Definidos os nomes do presidente e do relator da CPI das Associações Militares

A CPI irá investigar o suposto financiamento de associações ligadas à Polícia Militar e ao Corpo de Bombeiros aos policiais amotinados no Ceará, em fevereiro do ano passado. O deputado Salmito Filho (PDT) será o presidente, enquanto Elmano de Freitas (PT) assume a relatoria da comissão.

Por Dayanne Borges e Ricardo Moura

Após o anúncio de sua criação, a Comissão Parlamentar de Inquérito (CPI) das Associações Militares definiu os nomes do presidente, vice-presidente e relator. São eles, respectivamente: os deputados Salmito Filho (PDT), Queiroz Filho (PDT) e Elmano de Freitas (PT). A CPI irá investigar o suposto financiamento de associações ligadas à Polícia Militar e ao Corpo de Bombeiros aos policiais amotinados no Ceará, em fevereiro do ano passado. As sessões ocorrem a partir da próxima terça-feira, dia 31, às 9h30.

A composição da Comissão Parlamentar de Inquérito já havia sido anunciada. Os membros titulares são: Soldado Noelio (PROS), Davi de Raimundão (MDB), Romeu Aldigueri (PDT) Salmito Filho (PDT), Queiroz Filho (PDT), Augusta Brito (PCdoB), Nizo Costa (PSB), Elmano de Freitas (PT) e Marcos Sobreira (PDT).

Compõem a suplência os seguintes deputados: Delegado Cavalcante (PTB), Edilardo Eufrásio (MDB), Jeová Mota (PDT), Guilherme Landim (PDT), Oriel Nunes Filho (PDT), Diego Barreto (PTB), Osmar Baquit (PDT), Guilherme Sampaio (PT) e Tin Gomes (PDT).

Durante entrevista coletiva, Salmito Filho afirmou que “o trabalho será feito respeitando as normas desta Casa, Regimento Interno, a Constituição do Estado do Ceará e a Constituição Federal”. Para que uma CPI seja instalada é necessário que pelo menos um terço dos parlamentares assinem o requerimento. O tempo de duração dos trabalhos é de 120 dias prorrogáveis por mais 120 dias.

Entenda o caso

A paralisação da Polícia Militar foi deflagrada em 18 de fevereiro de 2020. O motim teve uma adesão maior de policiais, resultando em um conflito que se estendeu por mais 10 dias. O número de homicídios durante o período bateu recordes. No dia 19 de fevereiro, o senador Cid Gomes (PDT) foi baleado após tentar entrar em um batalhão da PM em Sobral com uma retroescavadeira. No dia 1º de março, o movimento foi encerrado com a volta dos policiais e bombeiros às suas funções.

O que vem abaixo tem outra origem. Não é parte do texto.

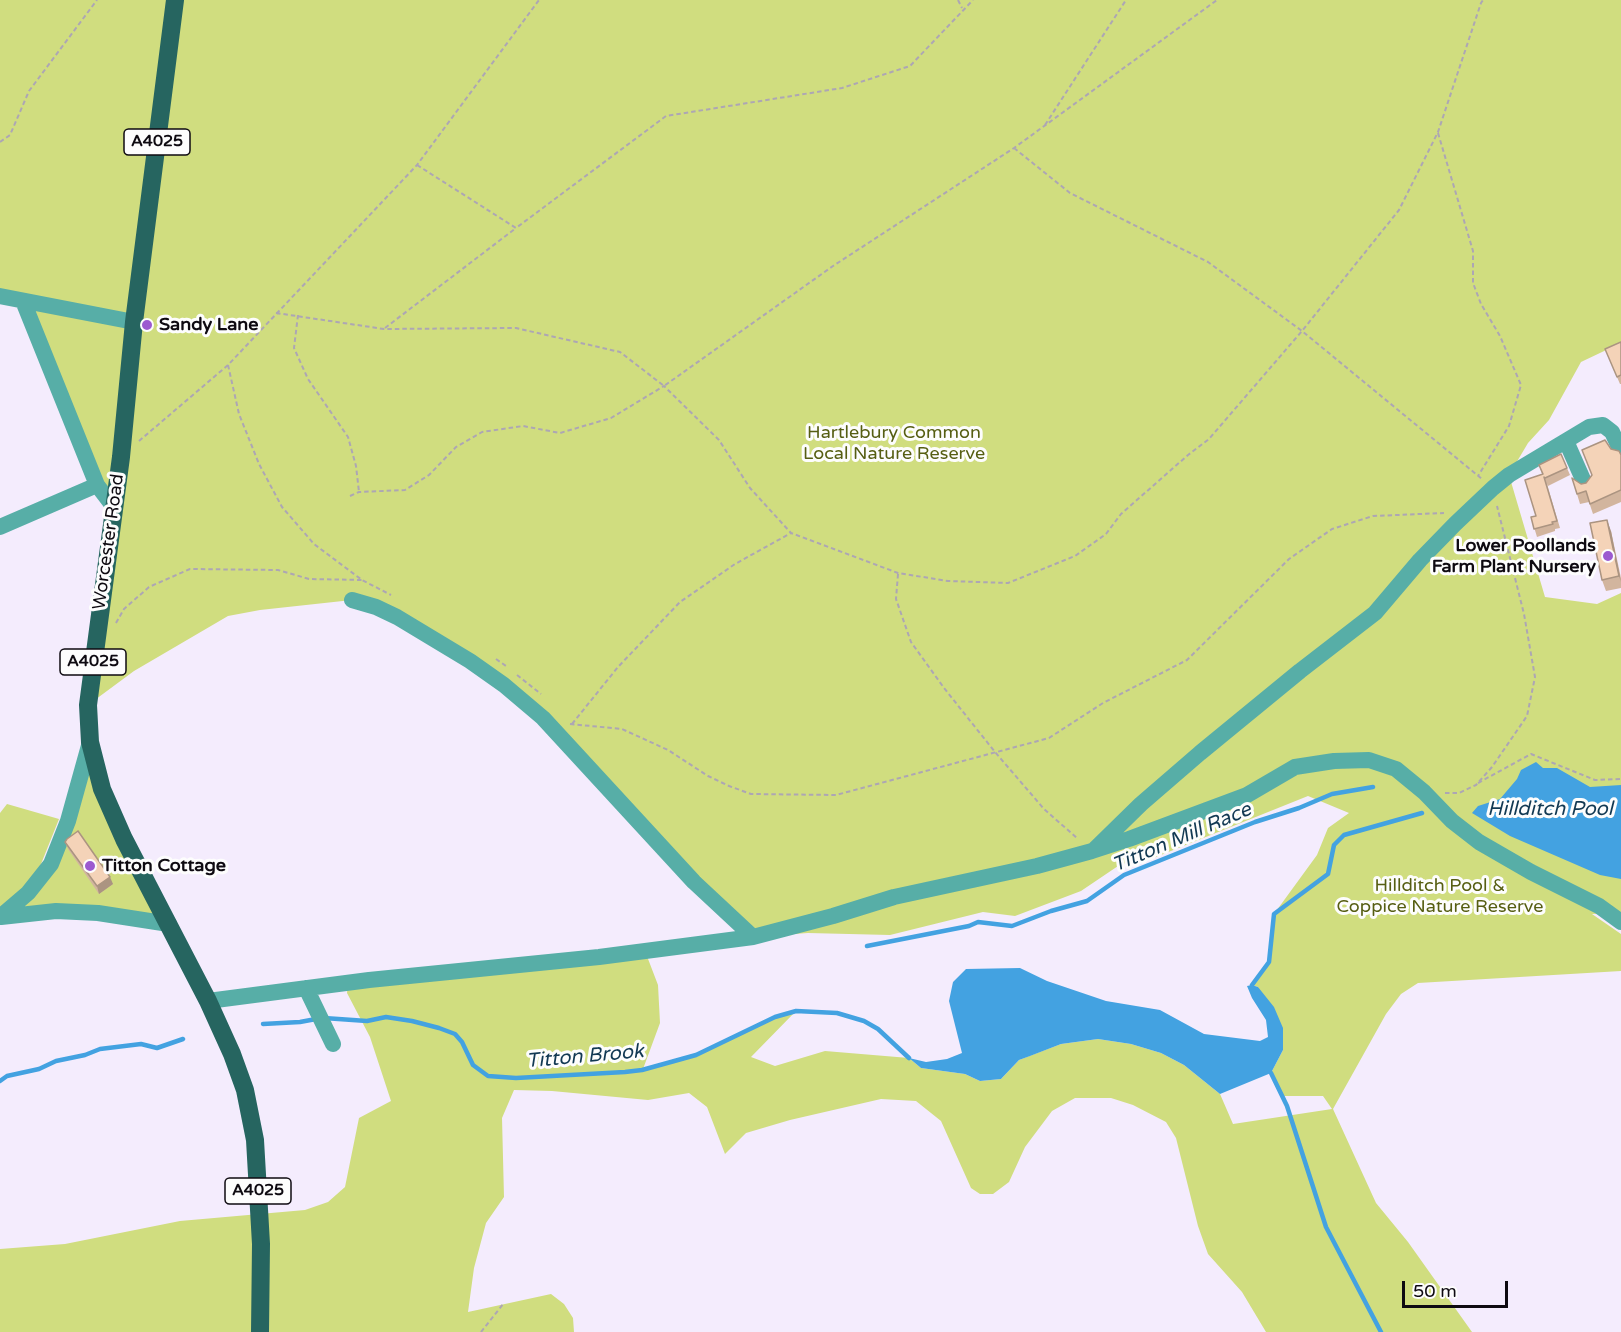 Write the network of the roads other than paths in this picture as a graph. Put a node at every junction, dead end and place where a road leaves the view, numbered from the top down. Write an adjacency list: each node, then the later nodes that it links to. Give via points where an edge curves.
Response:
1 (175, 0): 4 (main road, Worcester Road / A4025)
2 (0, 296): 3 (street)
3 (24, 301): 4 (street); 8 (street)
4 (134, 322): 9 (main road, Worcester Road / A4025)
5 (1566, 441): 6 (street, via 1589,427 1603,425 1612,432); 7 (street); 13 (street, via 1493,488 1420,560 1374,613 1200,753)
6 (1621, 451)
7 (1585, 484)
8 (97, 485): 9 (street); 10 (street)
9 (113, 506): 12 (main road, Worcester Road / A4025, via 88,705)
10 (0, 527)
11 (352, 600): 17 (street, via 398,617 470,661 543,718 566,731 694,882)
12 (90, 742): 14 (street, via 68,821 51,864 28,893); 16 (main road, Worcester Road / A4025, via 102,789)
13 (1092, 851): 15 (street, via 1247,795 1295,767 1369,760 1396,769 1479,842 1599,906); 17 (street, via 894,897)
14 (0, 917): 16 (street, via 56,911)
15 (1621, 922)
16 (169, 924): 19 (main road, Worcester Road / A4025)
17 (753, 937): 18 (street)
18 (306, 988): 19 (street); 20 (street)
19 (211, 1008): 21 (main road, Worcester Road / A4025, via 245,1090 255,1140 261,1244)
20 (333, 1044)
21 (260, 1332)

Como afirmado no artigo desta segunda, em fevereiro de 2020, o deputado estadual Romeu Aldigueri (PDT) havia proposto a criação da CPI a partir da denúncia de que associações vinculadas a policiais e bombeiros militares teriam agido como “sindicatos” durante o motim, o que é inconstitucional. Na ocasião, 31 parlamentares assinaram favoravelmente à criação da comissão, mas o processo pouco avançou desde então. Reportagem publicada por O POVO teria feito com que a proposta de instauração da CPI ganhasse força após a descoberta de fatos novos sobre o motim.

As revelações trazidas até o momento, por meio das denúncias da Promotoria de Justiça Militar e Controle Externo da Atividade Policial Militar, expõem uma faceta desabonadora de alguns oficiais e praças. O dano causado pela paralisação pode ser constatado pelos números de militares denunciados e afastados sob a acusação de participação no movimento: mais de 400 agentes são réus na Justiça Estadual, 309 estão afastados das funções e seis já foram punidos administrativamente. Um soldado PM foi demitido, enquanto um soldado PM e um subtenente bombeiro militar foram expulsos pela Controladoria.       

Sobre a imagem. Parlamentares do PDT e PT estão no comando da CPI. Arte sobre imagem de Pedro Rocha/ALCE.